[MATERIALS PROVIDED — start]

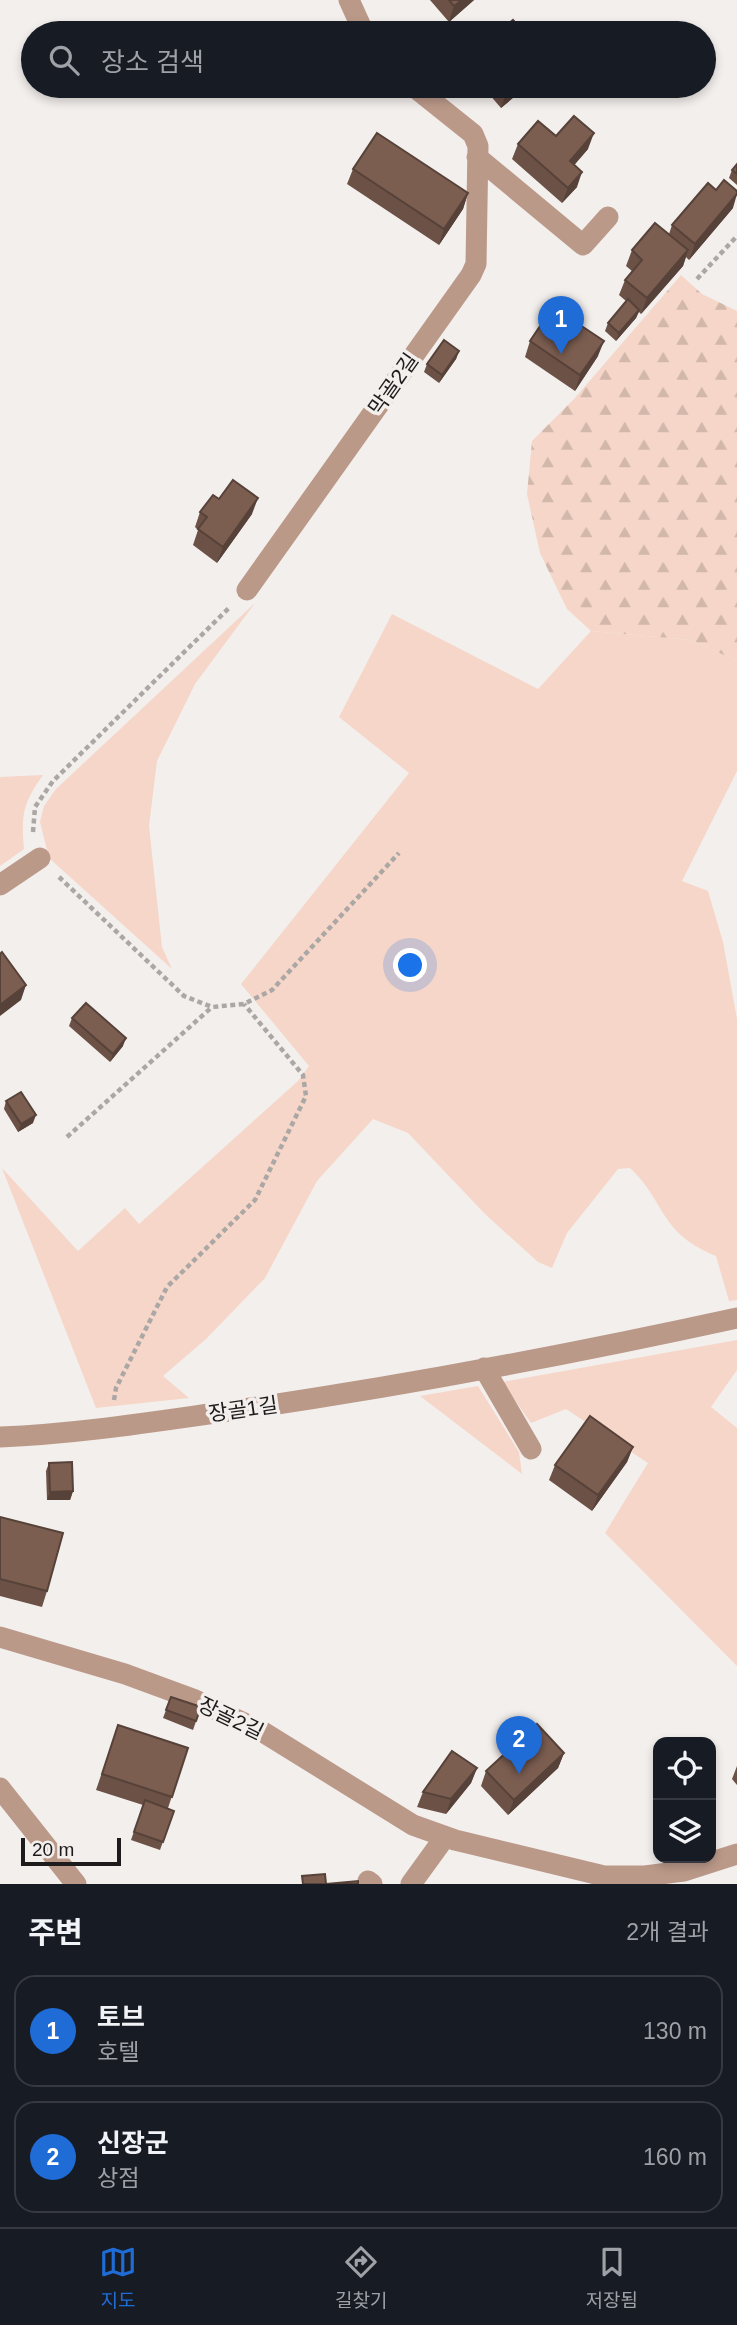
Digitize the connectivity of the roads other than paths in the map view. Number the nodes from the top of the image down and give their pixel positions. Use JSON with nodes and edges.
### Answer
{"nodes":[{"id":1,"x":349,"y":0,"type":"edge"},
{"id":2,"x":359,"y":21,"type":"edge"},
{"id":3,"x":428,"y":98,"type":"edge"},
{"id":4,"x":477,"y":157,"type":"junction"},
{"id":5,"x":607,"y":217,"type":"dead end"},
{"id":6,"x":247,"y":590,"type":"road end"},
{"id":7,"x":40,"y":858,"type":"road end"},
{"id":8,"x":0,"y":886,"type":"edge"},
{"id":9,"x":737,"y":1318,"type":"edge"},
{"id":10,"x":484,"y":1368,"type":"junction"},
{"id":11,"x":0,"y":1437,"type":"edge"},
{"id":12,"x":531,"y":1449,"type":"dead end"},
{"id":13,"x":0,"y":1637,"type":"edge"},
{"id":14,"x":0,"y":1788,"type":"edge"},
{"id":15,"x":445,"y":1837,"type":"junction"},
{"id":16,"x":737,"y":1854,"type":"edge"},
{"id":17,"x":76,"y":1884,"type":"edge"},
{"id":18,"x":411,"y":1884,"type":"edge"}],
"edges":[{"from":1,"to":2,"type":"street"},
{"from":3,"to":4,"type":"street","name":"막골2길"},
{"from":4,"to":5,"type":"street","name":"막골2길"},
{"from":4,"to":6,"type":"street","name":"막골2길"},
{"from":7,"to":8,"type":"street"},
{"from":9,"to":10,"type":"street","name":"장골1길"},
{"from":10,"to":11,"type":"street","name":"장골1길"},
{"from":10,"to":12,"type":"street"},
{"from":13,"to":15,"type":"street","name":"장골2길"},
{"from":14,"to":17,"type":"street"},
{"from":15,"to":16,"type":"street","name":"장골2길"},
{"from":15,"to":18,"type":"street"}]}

[MATERIALS PROVIDED — finish]
[MATERIALS PROVIDED — start]

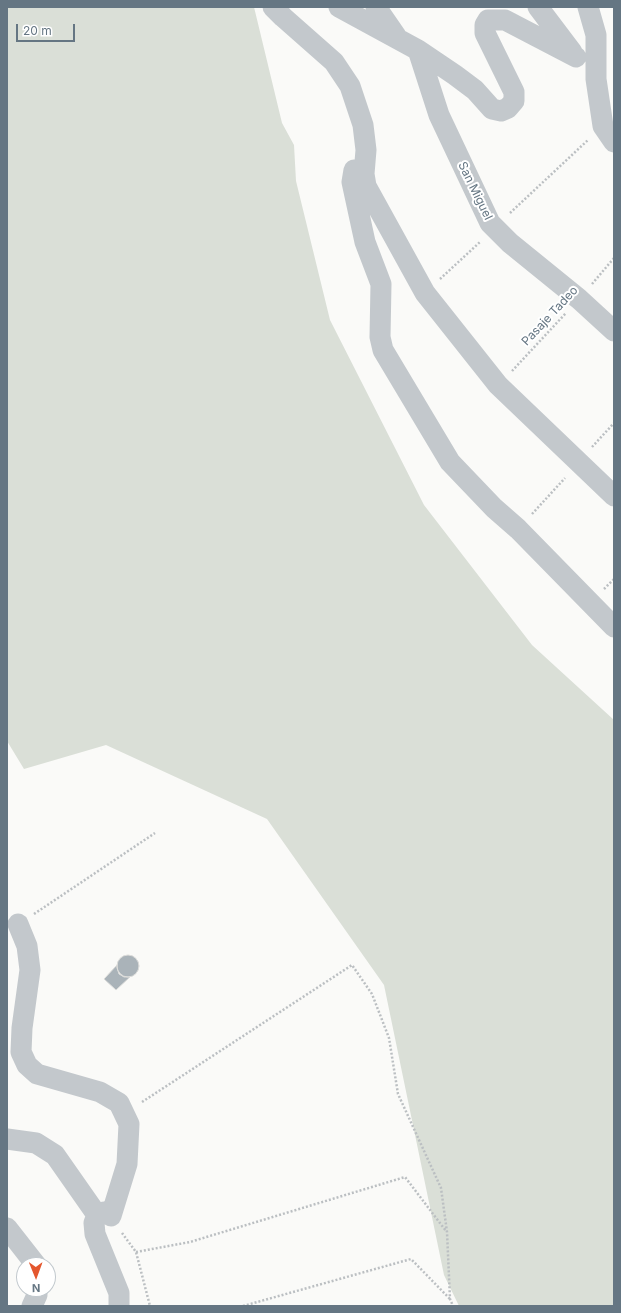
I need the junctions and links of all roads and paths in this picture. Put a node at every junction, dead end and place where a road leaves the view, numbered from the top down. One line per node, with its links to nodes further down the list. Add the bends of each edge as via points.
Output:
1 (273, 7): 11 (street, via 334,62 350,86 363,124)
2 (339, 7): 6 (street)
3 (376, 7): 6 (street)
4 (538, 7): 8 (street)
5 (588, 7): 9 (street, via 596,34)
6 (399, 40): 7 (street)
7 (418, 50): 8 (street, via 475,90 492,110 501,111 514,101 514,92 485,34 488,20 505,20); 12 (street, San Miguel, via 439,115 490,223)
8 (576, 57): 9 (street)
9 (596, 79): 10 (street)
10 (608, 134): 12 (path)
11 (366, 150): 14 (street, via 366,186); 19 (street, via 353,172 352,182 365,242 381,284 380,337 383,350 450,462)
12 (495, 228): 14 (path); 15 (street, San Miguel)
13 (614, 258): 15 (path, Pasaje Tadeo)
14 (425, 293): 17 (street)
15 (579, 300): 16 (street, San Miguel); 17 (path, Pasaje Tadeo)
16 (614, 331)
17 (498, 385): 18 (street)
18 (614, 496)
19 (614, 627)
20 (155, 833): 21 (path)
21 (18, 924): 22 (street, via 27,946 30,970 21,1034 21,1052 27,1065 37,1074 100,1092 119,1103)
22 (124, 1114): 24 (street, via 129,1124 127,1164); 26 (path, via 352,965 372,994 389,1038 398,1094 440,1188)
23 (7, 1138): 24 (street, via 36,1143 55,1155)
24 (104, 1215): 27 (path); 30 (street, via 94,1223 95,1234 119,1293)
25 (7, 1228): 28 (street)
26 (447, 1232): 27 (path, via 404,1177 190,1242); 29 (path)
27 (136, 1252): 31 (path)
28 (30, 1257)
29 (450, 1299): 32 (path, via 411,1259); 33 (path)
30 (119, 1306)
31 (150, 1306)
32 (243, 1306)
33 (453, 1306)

[MATERIALS PROVIDED — finish]

EXERCISE BRIEF:
The expected answer is every line above in which the word "with" appears.

FINAL ANSWER:
Digitize the connectivity of the roads other than paths in the map view. Number the nodes from the top of the image down and give their pixel positions. Use JSON with nodes and edges.
I need the junctions and links of all roads and paths in this picture. Put a node at every junction, dead end and place where a road leaves the view, numbered from the top down. One line per node, with its links to nodes further down the list. Add the bends of each edge as via points.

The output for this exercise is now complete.